I'd still be concerned about mainline units starting at arques, and late armor, but those are small concerns. The lancer/gunship and late-game cities were the biggies. :)
 
Yeah, the city thing was a simple change to 1 number, which took less time than rebalancing multiple units. I'm starting to get work done on adapting the Leaders stuff to BNW, so I don't want to get sidetracked. We can go back and adjust unit balance later. Our discussions about armies and navies can last a really long time! :lol:
 
I think knights should have 3 movement with a bit more strength than LS & more expensive. Also all horse/tank units should get a new promotion replacing drill which gives them bonus against wounded units & flanking boosts. Knights fighting effectively in rough terrain doesn't make much sense. LS should have the edge over them when fighting in forests while horse units are better for attacking heavily flanked units, attacking wounded units etc.
 
Knights don't get defensive effects (at least I don't think they do, GEM gave this effect too and I haven't checked CEP).
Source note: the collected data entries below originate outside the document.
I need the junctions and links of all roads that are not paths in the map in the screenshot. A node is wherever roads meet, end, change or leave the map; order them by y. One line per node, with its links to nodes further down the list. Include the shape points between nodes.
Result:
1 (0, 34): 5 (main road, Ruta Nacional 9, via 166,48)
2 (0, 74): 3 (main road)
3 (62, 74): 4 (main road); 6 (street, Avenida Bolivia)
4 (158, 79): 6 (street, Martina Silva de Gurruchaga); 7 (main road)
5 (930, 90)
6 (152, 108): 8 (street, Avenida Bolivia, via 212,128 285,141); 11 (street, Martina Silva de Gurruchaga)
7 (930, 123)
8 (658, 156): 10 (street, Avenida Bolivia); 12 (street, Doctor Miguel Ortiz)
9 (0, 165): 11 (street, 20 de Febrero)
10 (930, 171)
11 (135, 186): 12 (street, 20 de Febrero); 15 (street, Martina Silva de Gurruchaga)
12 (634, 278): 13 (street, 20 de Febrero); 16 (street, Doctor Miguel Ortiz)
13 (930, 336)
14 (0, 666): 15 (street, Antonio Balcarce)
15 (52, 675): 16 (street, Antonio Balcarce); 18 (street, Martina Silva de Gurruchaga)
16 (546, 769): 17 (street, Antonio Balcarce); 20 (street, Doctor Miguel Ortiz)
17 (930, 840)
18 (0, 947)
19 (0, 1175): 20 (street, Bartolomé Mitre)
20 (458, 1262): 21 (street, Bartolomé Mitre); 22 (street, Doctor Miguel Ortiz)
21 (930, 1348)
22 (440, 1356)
Just the effects of terrain promotions and the negative penalties on flat ground defending, so longswords should be about as good in forests at least.
 
We already had a long and emotional discussion about 3:c5moves: knights, and AFAIK the majority didn't like them.

Agreed, what makes them feel interestingly different from melee units is their mobility; it's good to keep that as their specialization.
 
A couple of questions here:

1. Is it right that stealth bombers, and jet fighters require 2 alliminum resource. The CEA_start adds them, but base BNW already require them?

2. The unit changes for 3.34 helped a bit, but I am still not sure why the gun infantry line- musket to infantry seem, on paper at least, to be so weak.